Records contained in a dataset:
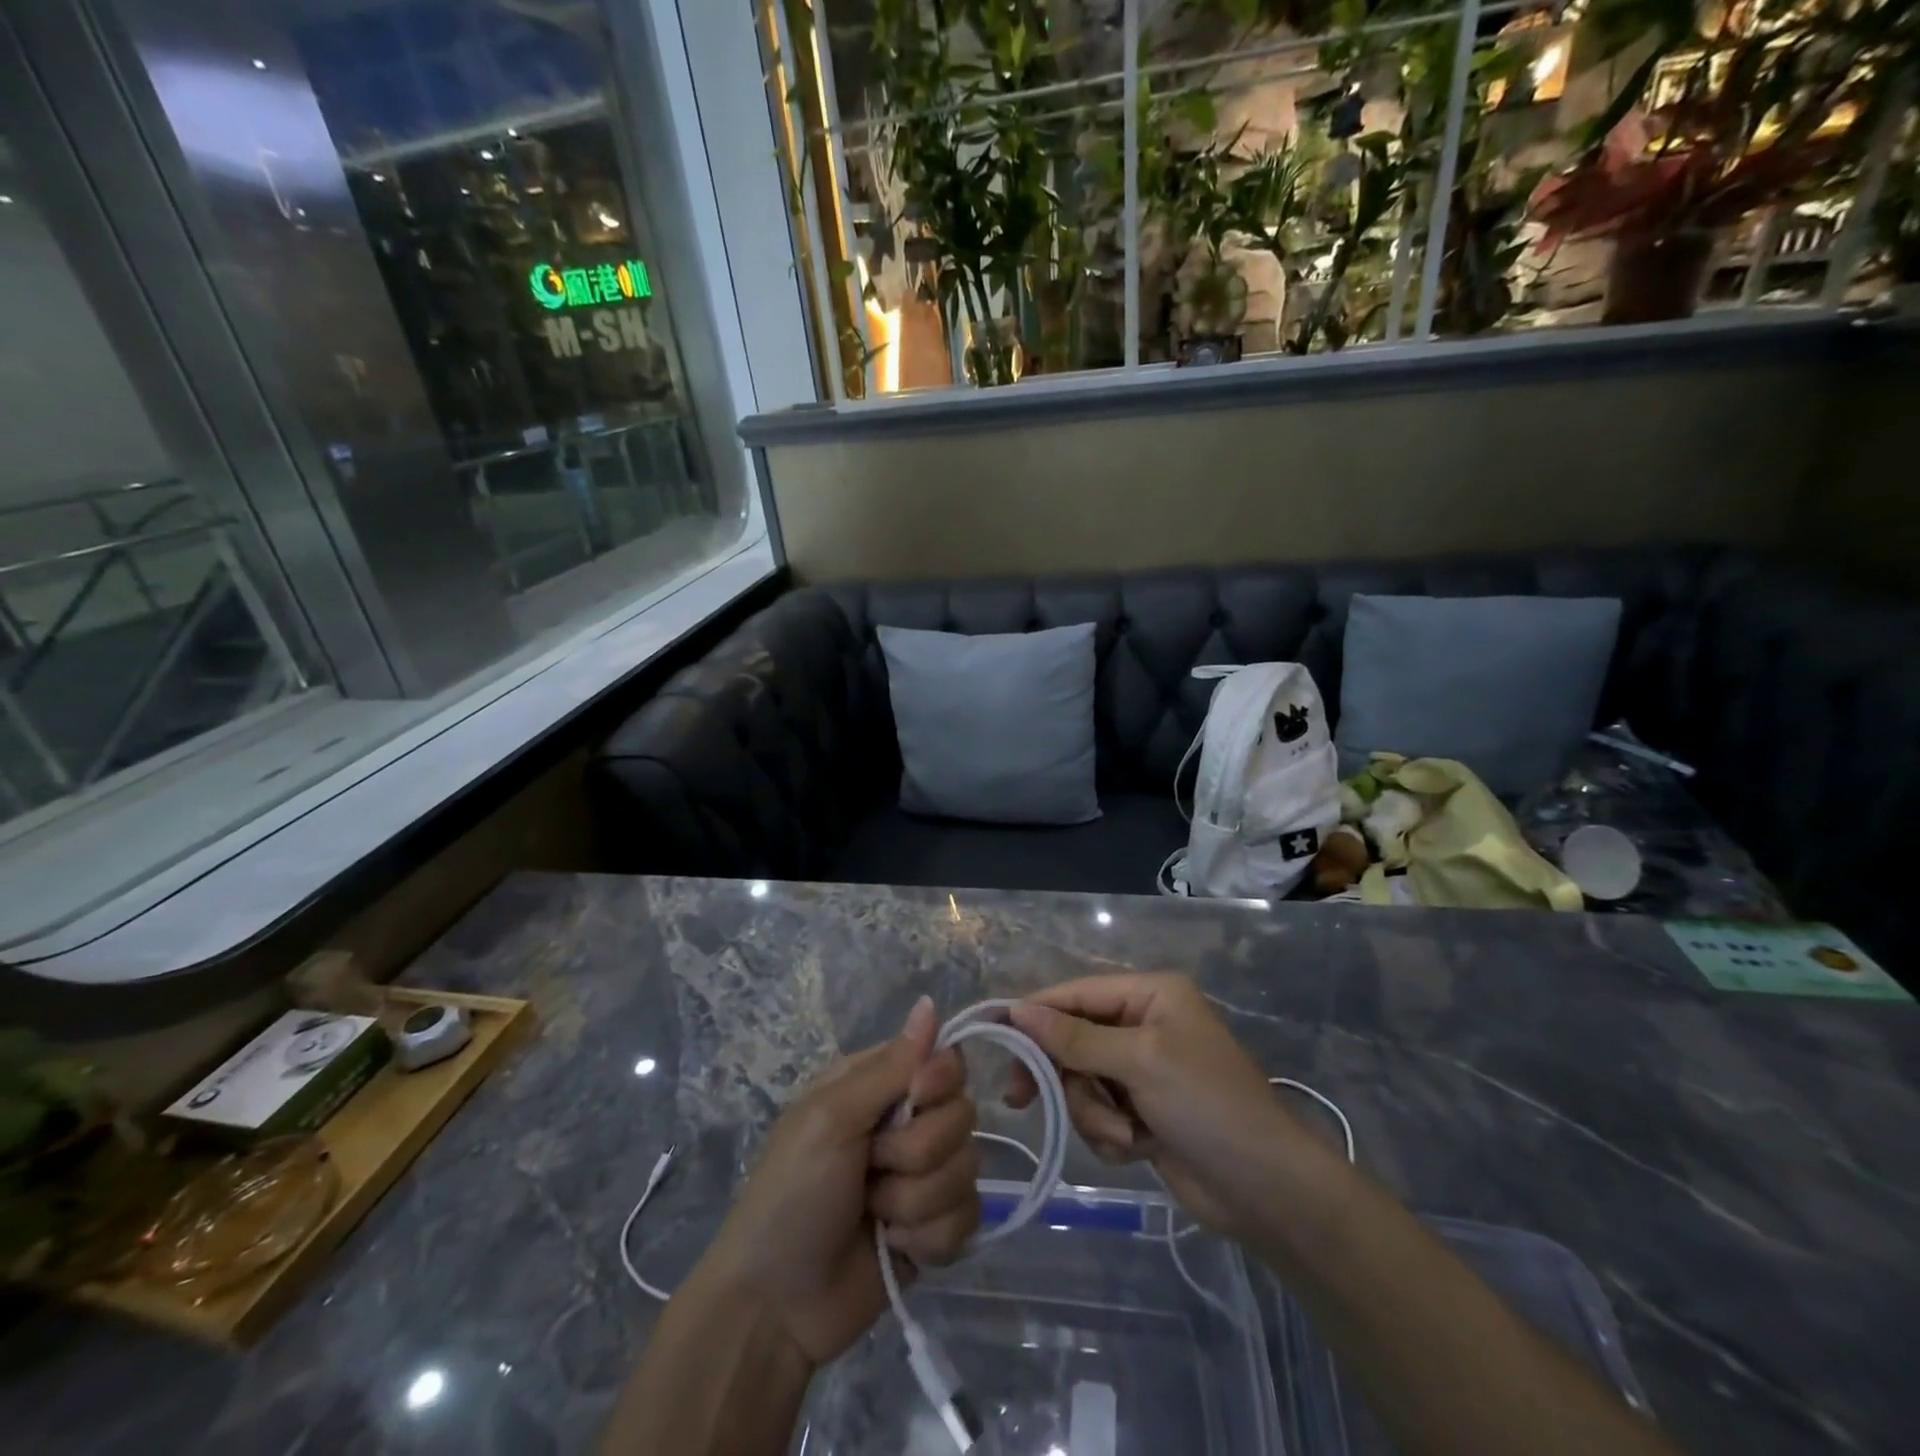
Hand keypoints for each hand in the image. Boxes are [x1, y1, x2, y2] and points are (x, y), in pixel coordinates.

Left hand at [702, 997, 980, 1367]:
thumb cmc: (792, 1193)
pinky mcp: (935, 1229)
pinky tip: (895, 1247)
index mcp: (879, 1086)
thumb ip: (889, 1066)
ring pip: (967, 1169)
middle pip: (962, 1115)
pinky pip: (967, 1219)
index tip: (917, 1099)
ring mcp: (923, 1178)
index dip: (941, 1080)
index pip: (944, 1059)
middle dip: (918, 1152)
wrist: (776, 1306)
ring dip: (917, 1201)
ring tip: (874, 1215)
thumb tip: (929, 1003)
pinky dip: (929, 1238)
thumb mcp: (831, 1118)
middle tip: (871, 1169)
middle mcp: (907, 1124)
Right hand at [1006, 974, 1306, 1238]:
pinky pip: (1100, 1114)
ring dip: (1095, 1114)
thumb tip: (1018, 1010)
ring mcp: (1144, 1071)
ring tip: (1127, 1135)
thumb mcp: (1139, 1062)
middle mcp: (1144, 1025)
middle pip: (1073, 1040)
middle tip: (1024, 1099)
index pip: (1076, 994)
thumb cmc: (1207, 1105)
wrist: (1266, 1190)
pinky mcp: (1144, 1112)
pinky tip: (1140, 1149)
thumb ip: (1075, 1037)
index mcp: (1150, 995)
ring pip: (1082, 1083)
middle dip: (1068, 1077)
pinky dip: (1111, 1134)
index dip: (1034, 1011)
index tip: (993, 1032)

**Directions**
Identify the lines above with the word "ring". Copy them.

**Answer area**
ring pip: (967, 1169)
ring mcp: (923, 1178)
ring dip: (917, 1201)
ring tip: (874, 1215)
ring dip: (1095, 1114)
ring mcp: (1144, 1071)
ring tip: (1127, 1135)
ring pip: (1082, 1083)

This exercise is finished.